** Problem statement **
Your answer must be an exact transcription of every entry.

Collected data:
________________________
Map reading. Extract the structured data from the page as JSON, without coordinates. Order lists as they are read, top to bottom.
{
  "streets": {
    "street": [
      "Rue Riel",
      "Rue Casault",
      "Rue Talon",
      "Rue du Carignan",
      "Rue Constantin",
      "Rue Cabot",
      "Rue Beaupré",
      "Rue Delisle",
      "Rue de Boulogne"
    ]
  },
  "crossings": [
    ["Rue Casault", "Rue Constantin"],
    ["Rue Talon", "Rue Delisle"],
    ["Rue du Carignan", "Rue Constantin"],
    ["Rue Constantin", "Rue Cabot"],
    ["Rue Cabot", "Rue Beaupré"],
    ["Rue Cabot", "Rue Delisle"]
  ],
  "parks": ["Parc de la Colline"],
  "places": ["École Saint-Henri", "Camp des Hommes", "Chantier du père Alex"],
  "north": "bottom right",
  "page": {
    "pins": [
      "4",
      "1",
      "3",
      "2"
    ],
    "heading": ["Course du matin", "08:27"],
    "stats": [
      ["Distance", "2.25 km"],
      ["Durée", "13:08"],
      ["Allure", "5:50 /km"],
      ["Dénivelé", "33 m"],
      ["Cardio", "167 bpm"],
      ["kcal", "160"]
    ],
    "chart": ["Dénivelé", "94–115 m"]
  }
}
________________________
** Result below **
Map reading. Extract the structured data from the page as JSON, without coordinates. Order lists as they are read, top to bottom.
{
  "streets": {
    "street": [
      "Rue Riel",
      "Rue Casault",
      "Rue Talon",
      "Rue du Carignan",
      "Rue Constantin",
      "Rue Cabot",
      "Rue Beaupré",
      "Rue Delisle",
      "Rue de Boulogne"
    ]
  },
  "crossings": [
    ["Rue Casault", "Rue Constantin"],
    ["Rue Talon", "Rue Delisle"],
    ["Rue du Carignan", "Rue Constantin"],
    ["Rue Constantin", "Rue Cabot"],
    ["Rue Cabot", "Rue Beaupré"],
    ["Rue Cabot", "Rue Delisle"]
  ],
  "parks": ["Parc de la Colline"],
  "places": ["École Saint-Henri", "Camp des Hommes", "Chantier du père Alex"],
  "north": "bottom right",
  "page": {
    "pins": [
      "4",
      "1",
      "3",
      "2"
    ],
    "heading": ["Course du matin", "08:27"],
    "stats": [
      ["Distance", "2.25 km"],
      ["Durée", "13:08"],
      ["Allure", "5:50 /km"],
      ["Dénivelé", "33 m"],
      ["Cardio", "167 bpm"],
      ["kcal", "160"]
    ],
    "chart": ["Dénivelé", "94–115 m"]
  }
}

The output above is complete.